Holmes cebinden bir kâğıt çıkarıp açtı:
—Buna ne dersiniz?
Kağıda bir hayvan ayağının izleri çizilmişti.
—Köpek ayakları, dedim.
—Siz perdeye tırmanan köpek gördünüz mü? Bu ayak izlerini perdede gördüm.
—Öyleyse maymun.
—Hayır değil. Bunlar bildiğiniz hiçbir hayvanın ayak izleri değil. Hayvanın kımıldamadan durduğu bir yerde bıraktığı şu izlere bakın. Ön ve arka ayakları arasında elli santimetre mesafe var. Buna kuyruğuyla başını ilave edin. Altmış santimetre boyunda bir hayvan demektir. Eğer kuyruğu varsa boyu biraz daha uzun demektir. Şimdi kımıldadığı zaman bıraktığı izlere bakın. Adımları arasında on santimetre mesafe var. Demek kısa bacaklı bir hayvan. Perdelere tırmanıyor ve etle besleniyor.
—Bunu nereden çıkardınız?
—Pencerenin önünde bir kanarya kafası vardı. Kanaryayı yemek için perdeye tırmanmış olacak.
—Nedir bu hayvan?
—İsim verebilsem, muammanın çözülmesi kolaylaşacak. Herhalde sansar veya gelincik cinsi bir hayvan.
—Cinayetle alakası?
—Bunu da henüz anlayamadım. Ama hayli şey biliyoruz değil mi? Bir kere birinin yolda durup karı-kocanın kavgasını seyrettiğini biliyoruz. Perdeler açık ve lamba yanıyordu. Sonra bir adamın, çimenliği koşarak geçip salona girdiğini ve Albayın kafasını bir şey vurduğunu, bu adamın yanında cinsini anlayamadığımız bir hayvan bulunduğunu biliyoruz. Fakat Albayın, o adamı görünce korkudan oturduğu yerde kendini arkaya atmış ve başını ocak iskarasına çarpıp ölmüş olması da muhtemeldir… Bunlardan, başka, odaya giren adamın anahtarı alıp kaçtığını da biliyoruz.

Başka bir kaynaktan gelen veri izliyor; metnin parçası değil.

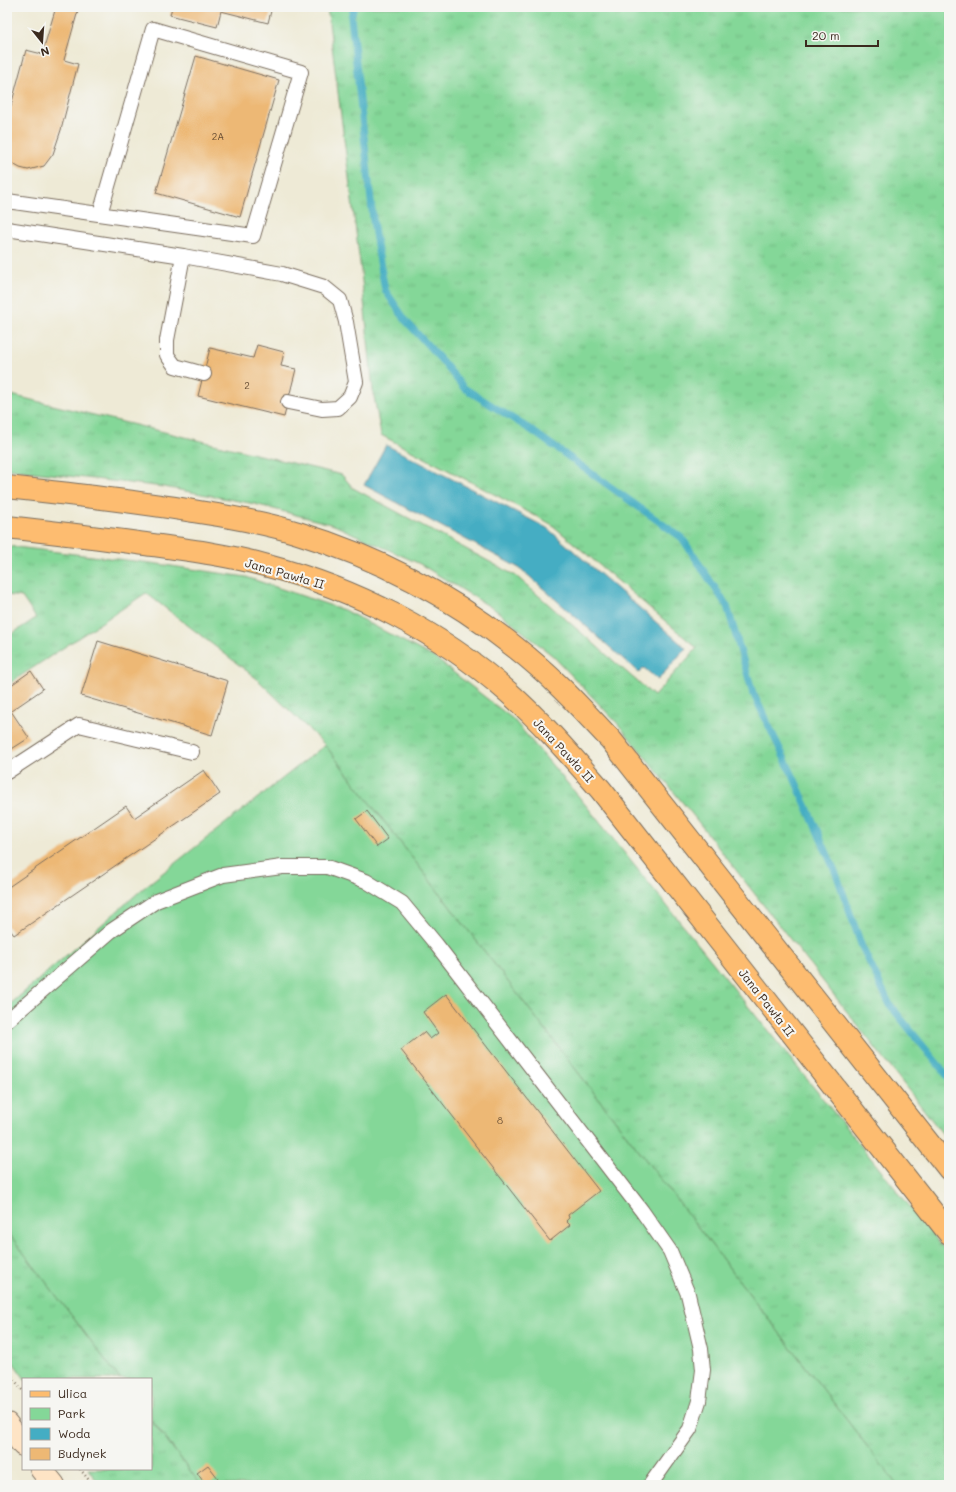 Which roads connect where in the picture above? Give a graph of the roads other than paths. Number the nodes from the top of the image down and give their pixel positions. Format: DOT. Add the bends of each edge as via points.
graph roads {
  1 [pos="7,201"];
  2 [pos="100,214"];
  3 [pos="7,230"];
  4 [pos="183,256"];
  5 [pos="204,374"];
  6 [pos="288,402"];
  7 [pos="7,487"];
  8 [pos="7,527"];
  9 [pos="192,752"];
  10 [pos="7,772"];
  11 [pos="7,1021"];
  12 [pos="949,1169"];
  13 [pos="949,1233"];
  14 [pos="7,1424"];
  15 [pos="22,1444"];
  16 [pos="42,1470"];
  17 [pos="54,1485"];
  18 [pos="650,1485"];
  1 -- 2 [label="lane"];
  2 -- 2 [label="lane" via="153,29 301,72 253,236"];
  3 -- 4 [label="lane"];
  4 -- 5 [label="lane" via="167,340 167,355 175,366"];
  4 -- 6 [label="lane" via="282,274 324,287 340,300 356,382 350,397 338,408 322,409"];
  7 -- 12 [label="main road" via="180,508 296,532 376,562 423,585 465,610 535,663 569,695 610,740"];
  8 -- 13 [label="main road, Jana Pawła II" via="185,549 267,566 354,595 420,629 468,660 508,692 542,725 601,790"];
  9 -- 10 [label="lane" via="79,725"];
  11 -- 18 [label="lane" via="111,932 156,901 223,875 282,867 327,867 366,881 402,903 642,1211 673,1258 688,1294 701,1348 703,1370 699,1401 690,1429"];
  14 -- 15 [label="street"];
  16 -- 17 [label="street"];
} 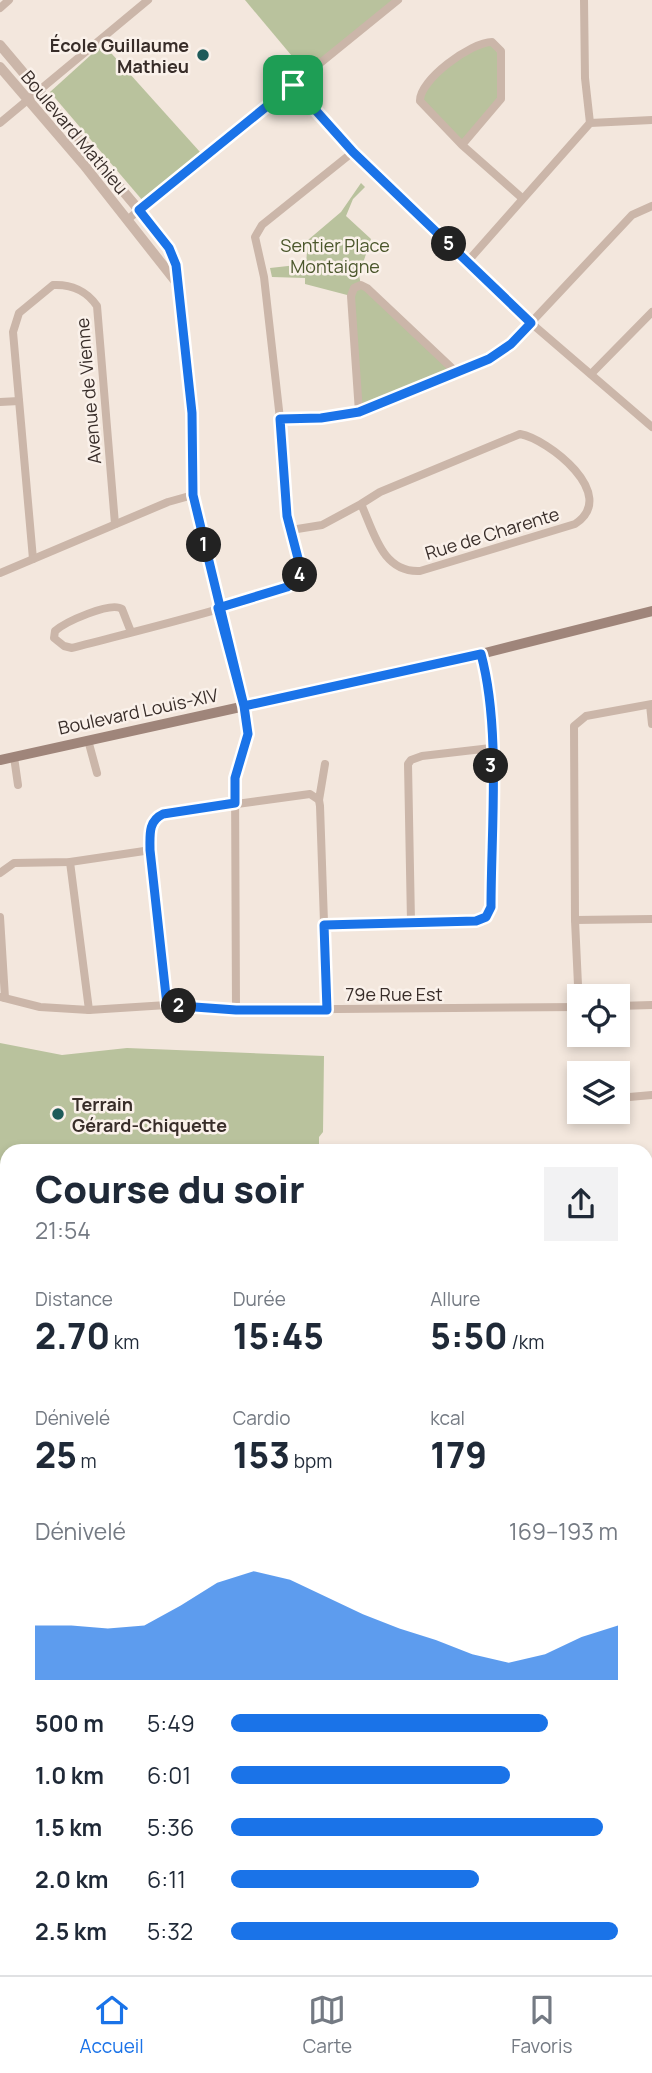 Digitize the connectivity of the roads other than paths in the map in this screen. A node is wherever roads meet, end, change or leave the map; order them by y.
1 (9, 0) edge
2 (148, 0) edge
3 (398, 0) edge
4 (584, 0) edge
5 (0, 8) edge
6 (0, 45) edge
7 (0, 67) edge
8 (293, 85) junction
9 (42, 92) junction
10 (30, 101) junction
11 (652, 120) edge
12 (590, 123) junction
13 (0, 124) edge
14 (462, 145) junction
15 (353, 152) junction
16 (522, 198) junction
17 (652, 206) edge
18 (139, 210) junction
19 (127, 220) junction
20 (468, 261) junction
21 (177, 284) junction
22 (650, 317) edge
23 (531, 323) junction
24 (456, 372) junction
25 (590, 373) junction
26 (19, 401) junction
27 (0, 402) edge
28 (359, 412) junction
29 (280, 419) junction
30 (652, 427) edge
31 (193, 495) junction
32 (361, 504) junction
33 (116, 524) junction
34 (291, 530) junction
35 (33, 559) junction
36 (0, 573) edge
37 (218, 608) junction
38 (652, 611) edge
39 (131, 632) junction
40 (481, 654) junction
41 (651, 705) edge
42 (244, 706) junction
43 (652, 724) edge
44 (88, 740) junction
45 (491, 748) junction
46 (14, 757) junction
47 (0, 760) edge
48 (325, 764) dead end
49 (97, 773) dead end
50 (18, 785) dead end
51 (319, 800) junction
52 (235, 803) junction
53 (150, 850) junction
54 (70, 862) junction
55 (0, 873) edge
56 (0, 917) edge
57 (652, 919) edge
58 (575, 920) junction
59 (411, 922) junction
60 (324, 925) junction
61 (578, 984) edge
62 (2, 998) edge
63 (652, 1004) edge
64 (167, 1005) junction
65 (630, 1005) edge
66 (567, 1007) edge
67 (89, 1010) junction
68 (236, 1010) junction
69 (327, 1010) junction
70 (652, 1095) edge
71 (630, 1097) edge

1 - 5 street
2 - 9 street
3 - 8 street
4 - 12 street
6 - 9 street, Boulevard Mathieu
7 - 10 street, Boulevard Mathieu
8 - 15 street
8 - 18 street
9 - 10 street
9 - 18 street, Boulevard Mathieu
10 - 13 street
10 - 19 street, Boulevard Mathieu
11 - 12 street
12 - 16 street
14 - 14 street
14 - 16 street
15 - 20 street
15 - 29 street
16 - 20 street
17 - 23 street
18 - 19 street
18 - 21 street, Boulevard Mathieu
19 - 21 street, Boulevard Mathieu
20 - 23 street
21 - 31 street, Boulevard Mathieu
22 - 25 street
23 - 24 street
23 - 25 street
24 - 28 street
24 - 28 street
25 - 30 street
26 - 27 street
26 - 33 street, Avenue de Vienne
26 - 35 street, Avenue de Vienne
28 - 29 street
29 - 34 street
31 - 33 street
31 - 37 street, Boulevard Mathieu
32 - 32 street, Rue de Charente
32 - 34 street, Rue de Charente
33 - 35 street
34 - 37 street
35 - 36 street
37 - 39 street
37 - 42 street, Boulevard Mathieu
38 - 40 main road, Boulevard Louis-XIV
39 - 39 street
40 - 42 main road, Boulevard Louis-XIV
40 - 45 street
41 - 43 street
41 - 58 street
42 - 44 main road, Boulevard Louis-XIV
42 - 52 street, Boulevard Mathieu
44 - 46 main road, Boulevard Louis-XIV
44 - 49 street
45 - 59 street
45 - 59 street
46 - 47 main road, Boulevard Louis-XIV
46 - 50 street
48 - 51 street
51 - 52 street
51 - 60 street
52 - 53 street
52 - 68 street, Boulevard Mathieu
53 - 54 street
53 - 64 street
54 - 55 street
54 - 67 street
56 - 62 street
57 - 58 street
58 - 61 street
59 - 60 street
60 - 69 street
62 - 67 street, 79e Rue Est
63 - 65 street
64 - 67 street, 79e Rue Est
64 - 68 street, 79e Rue Est
66 - 69 street, 79e Rue Est
68 - 69 street, 79e Rue Est
70 - 71 street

—Bu bildikleriniz meseleyi aydınlatmaktan ziyade karartıyor gibi geldi bana.
—Doğru. Meselenin hiç de basit olmadığını gösteriyor. Ben de bu işte başka tarzda hücuma geçeceğim.
“Bayan Barclay evden çıkarken kocasıyla kavgalı değildi. Kocasına erken geleceğini söyleyip gitti. Dönüşte, kocasına rastlamayacağına emin olduğu bir odaya girdi ve her sinirli insan gibi çay istedi ve Albay odaya girince fırtına koptu. Bayan Morrison seksen dakika zarfında yanından ayrılmadığına göre, inkar etmesine rağmen muhakkak bir şeyler biliyor.
“Evvela şöyle düşündüm: Yaşlı albayla bu genç kız arasında bir gönül macerası var, kız bunu kadına açıkladı. Kadın bunun için hiddetli döndü ve kız bunun için bir şey söylemiyor. Fakat kadın bir “David”ten bahsetmişti. Albay karısına körü körüne hayran ve âşıktı. Odaya başka bir adam girmişti. İstikamet tayin etmek güçlü. Buna rağmen Albayın Bayan Morrison’a kur yapmasını bir tarafa bıraktım, fakat bu esrarın anahtarının Bayan Morrison’da olduğu hususunda kanaatim sarsılmadı. Bayan Barclay’in eve hiddetli dönmesinin sebebini onun bildiğine eminim. Kıza gittim, kanaatimi söyledim ve bu esrar aydınlanmazsa Bayan Barclay’in kocasını öldürmekten sanık olarak muhakeme edileceğini bildirdim.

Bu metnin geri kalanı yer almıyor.